_Task prompt:_
Every line below that has "Charles" in it should be copied.

_Data excerpts:_
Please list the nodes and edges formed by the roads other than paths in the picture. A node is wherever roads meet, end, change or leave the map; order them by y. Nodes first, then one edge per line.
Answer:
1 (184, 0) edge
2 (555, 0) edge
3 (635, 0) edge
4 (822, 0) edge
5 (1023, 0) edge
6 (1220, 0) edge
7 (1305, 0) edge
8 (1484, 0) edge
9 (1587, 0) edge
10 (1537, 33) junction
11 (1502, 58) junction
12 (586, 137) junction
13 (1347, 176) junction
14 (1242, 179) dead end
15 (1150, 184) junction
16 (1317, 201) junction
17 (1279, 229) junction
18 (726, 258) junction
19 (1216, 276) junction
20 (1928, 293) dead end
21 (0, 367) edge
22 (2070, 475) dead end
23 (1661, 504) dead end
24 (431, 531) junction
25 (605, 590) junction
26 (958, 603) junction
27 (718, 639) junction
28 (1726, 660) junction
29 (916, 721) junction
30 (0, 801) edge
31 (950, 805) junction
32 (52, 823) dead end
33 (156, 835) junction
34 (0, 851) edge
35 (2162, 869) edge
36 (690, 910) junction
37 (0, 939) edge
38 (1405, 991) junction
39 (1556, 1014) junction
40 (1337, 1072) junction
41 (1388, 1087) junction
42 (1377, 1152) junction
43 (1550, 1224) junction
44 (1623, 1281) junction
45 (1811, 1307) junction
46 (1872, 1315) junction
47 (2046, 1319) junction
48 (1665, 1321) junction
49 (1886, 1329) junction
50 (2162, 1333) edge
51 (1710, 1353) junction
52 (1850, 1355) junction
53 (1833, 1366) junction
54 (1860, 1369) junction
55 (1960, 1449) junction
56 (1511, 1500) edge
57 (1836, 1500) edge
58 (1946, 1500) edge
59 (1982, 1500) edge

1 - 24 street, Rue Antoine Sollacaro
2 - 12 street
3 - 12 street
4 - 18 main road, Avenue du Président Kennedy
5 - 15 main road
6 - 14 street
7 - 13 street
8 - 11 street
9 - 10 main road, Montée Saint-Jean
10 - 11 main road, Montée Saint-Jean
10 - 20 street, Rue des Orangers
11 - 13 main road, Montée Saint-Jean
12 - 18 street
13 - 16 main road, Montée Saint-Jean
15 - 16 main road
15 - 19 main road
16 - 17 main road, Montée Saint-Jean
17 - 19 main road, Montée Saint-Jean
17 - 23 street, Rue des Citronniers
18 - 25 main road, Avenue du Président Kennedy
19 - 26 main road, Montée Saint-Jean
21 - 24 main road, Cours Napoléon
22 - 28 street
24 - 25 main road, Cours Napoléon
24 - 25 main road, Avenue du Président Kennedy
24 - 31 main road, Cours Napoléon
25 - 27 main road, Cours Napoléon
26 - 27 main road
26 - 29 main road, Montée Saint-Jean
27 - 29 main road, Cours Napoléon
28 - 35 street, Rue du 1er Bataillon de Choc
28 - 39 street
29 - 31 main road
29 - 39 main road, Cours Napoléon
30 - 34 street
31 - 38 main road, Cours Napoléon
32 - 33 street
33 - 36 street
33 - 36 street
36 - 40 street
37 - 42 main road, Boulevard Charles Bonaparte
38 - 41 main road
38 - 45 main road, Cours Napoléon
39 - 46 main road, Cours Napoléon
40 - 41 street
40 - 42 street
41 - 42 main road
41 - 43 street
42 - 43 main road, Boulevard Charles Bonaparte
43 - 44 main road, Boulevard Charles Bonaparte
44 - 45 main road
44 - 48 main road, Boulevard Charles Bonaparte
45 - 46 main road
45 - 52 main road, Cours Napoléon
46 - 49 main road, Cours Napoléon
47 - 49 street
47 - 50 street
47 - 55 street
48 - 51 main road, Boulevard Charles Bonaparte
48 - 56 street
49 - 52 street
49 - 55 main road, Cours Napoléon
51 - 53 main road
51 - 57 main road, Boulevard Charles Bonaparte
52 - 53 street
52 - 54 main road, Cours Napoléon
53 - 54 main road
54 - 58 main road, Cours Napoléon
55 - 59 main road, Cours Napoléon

_Exercise result:_
37 - 42 main road, Boulevard Charles Bonaparte
42 - 43 main road, Boulevard Charles Bonaparte
43 - 44 main road, Boulevard Charles Bonaparte
44 - 48 main road, Boulevard Charles Bonaparte
48 - 51 main road, Boulevard Charles Bonaparte
51 - 57 main road, Boulevard Charles Bonaparte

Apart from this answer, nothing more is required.